They believed me. My fake fart set me free. As my husband started packing up all our stuff, I put my feet on the floor and pushed my way out of bed so I could get changed, practically able to feel the sweet air of freedom on my cheeks. And then I went down like a ton of bricks. Turns out the epidural hadn’t totally worn off—or maybe it was the painkillers they were giving me on account of my poor, damaged vagina. Either way, my legs were basically a couple of gummy worms.
Looking back, I think of this as the first of roughly 28,000 mistakes I’ve made as a mother. I can’t even remember why I was so eager to leave. I should have just stayed in bed and let those farts rip.
After fifteen minutes or so, I got the feeling back in my legs. I could stand on my own. As I left the hospital, less than forty-eight hours after giving birth, they gave me an ice pack and a baby. Our beautiful baby. Our beautiful, crying Olivia. And that was it. Were they really just going to let me go off into the world and be a mother? Couldn’t they tell I had absolutely no idea what I was doing? I had faked a fart test!
The days that followed were a blur. I mean that literally. I was so tired that I had trouble seeing things in focus. It wasn’t how I thought it was going to be. I can’t actually remember if Marc and I ever lay in bed with the baby between us, holding hands and being all cute. I can tell you we definitely never made it to a pumpkin patch.
For the six weeks after our daughter was born, I was basically a hermit. I became a self-imposed shut‑in. I was afraid to leave the house with the baby. Too many scary and dangerous things out there in the world!
Or maybe I stayed in because I didn’t want the world to catch on to the fact that, when it came to being a mom, I just didn’t have a clue. What if my baby cried? What if I cried? Everyone else seemed to always have it together, and I was hanging on by a thread.
I’d walk circles around our living room, holding our daughter. Twenty minutes. Forty minutes. Two hours. The baby wouldn’t stop crying. I’d try swaddling her using the zillion different techniques and methods that people swear by on the Internet. None of them worked—she wouldn’t stop crying. I’d put the baby down and walk out of the room for a breather, only to rush back in because I was scared by how loudly she was crying. I’d beg my husband to come home from work and help out. The baby wouldn’t stop crying. Feed the baby. Hold the baby. Put the baby down. Pick the baby up. It didn’t matter. The baby wouldn’t stop crying. I felt like a fuckup.

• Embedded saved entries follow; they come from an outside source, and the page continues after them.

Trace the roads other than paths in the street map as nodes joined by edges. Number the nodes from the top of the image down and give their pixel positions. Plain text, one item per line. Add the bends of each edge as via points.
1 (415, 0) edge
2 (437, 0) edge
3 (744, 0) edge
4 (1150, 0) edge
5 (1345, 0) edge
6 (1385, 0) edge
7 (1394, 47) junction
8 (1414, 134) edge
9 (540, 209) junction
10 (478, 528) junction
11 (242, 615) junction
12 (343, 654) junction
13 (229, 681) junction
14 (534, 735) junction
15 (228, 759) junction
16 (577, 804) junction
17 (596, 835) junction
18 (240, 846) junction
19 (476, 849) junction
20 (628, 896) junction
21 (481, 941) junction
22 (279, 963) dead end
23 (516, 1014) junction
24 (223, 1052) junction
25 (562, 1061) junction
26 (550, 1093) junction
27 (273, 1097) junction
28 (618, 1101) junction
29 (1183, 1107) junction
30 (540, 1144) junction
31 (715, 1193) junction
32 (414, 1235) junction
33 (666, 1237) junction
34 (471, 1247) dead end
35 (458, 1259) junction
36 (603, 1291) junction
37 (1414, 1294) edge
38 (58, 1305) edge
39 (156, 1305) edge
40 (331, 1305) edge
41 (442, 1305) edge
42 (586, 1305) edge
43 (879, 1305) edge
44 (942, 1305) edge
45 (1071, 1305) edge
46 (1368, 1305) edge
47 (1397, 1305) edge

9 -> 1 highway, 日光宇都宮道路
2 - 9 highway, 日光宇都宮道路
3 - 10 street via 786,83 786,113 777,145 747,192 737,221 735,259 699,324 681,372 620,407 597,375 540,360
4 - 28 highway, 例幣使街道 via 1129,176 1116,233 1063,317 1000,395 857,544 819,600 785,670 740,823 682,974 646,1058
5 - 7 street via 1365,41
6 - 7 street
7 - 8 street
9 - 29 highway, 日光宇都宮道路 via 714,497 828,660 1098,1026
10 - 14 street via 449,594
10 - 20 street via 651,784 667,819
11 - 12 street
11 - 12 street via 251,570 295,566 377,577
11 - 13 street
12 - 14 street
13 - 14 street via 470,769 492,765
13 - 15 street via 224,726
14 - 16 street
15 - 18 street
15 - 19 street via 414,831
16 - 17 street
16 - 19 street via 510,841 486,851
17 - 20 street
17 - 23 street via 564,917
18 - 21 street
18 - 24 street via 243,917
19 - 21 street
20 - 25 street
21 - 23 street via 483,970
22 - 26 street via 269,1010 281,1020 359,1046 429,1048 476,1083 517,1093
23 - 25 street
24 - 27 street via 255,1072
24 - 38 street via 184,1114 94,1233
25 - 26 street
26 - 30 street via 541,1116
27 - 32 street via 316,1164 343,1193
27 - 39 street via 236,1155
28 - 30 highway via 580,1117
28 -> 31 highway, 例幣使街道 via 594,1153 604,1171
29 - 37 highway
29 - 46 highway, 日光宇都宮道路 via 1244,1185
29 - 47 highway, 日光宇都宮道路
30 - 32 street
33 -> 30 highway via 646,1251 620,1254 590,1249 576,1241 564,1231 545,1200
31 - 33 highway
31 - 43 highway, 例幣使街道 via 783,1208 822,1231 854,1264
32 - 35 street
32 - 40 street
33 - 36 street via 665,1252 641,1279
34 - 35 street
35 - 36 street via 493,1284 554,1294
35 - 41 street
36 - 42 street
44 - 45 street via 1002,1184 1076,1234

In those early moments, I came to understand why some women simply fall apart at the seams. The first six weeks can be hell—especially if you’re like me and you get into your own head. It goes like this: “This is my responsibility. She is my responsibility and I’m screwing it up. You’re screwing it up, Cat.” You feel it every time your baby cries. You feel it every time you can’t figure out what’s wrong with her. You feel it every time your baby is wailing in public and people are looking at you, like, “Hey, can you stop being a terrible mother for just a minute and make your baby be quiet?” You feel the heat of all those eyes staring at you and judging you. You actually start to sweat. And you don’t know what to do to make the baby stop crying, because you’ve tried everything. You wonder why you don’t have any maternal instincts. You feel like a failure. I felt like a failure.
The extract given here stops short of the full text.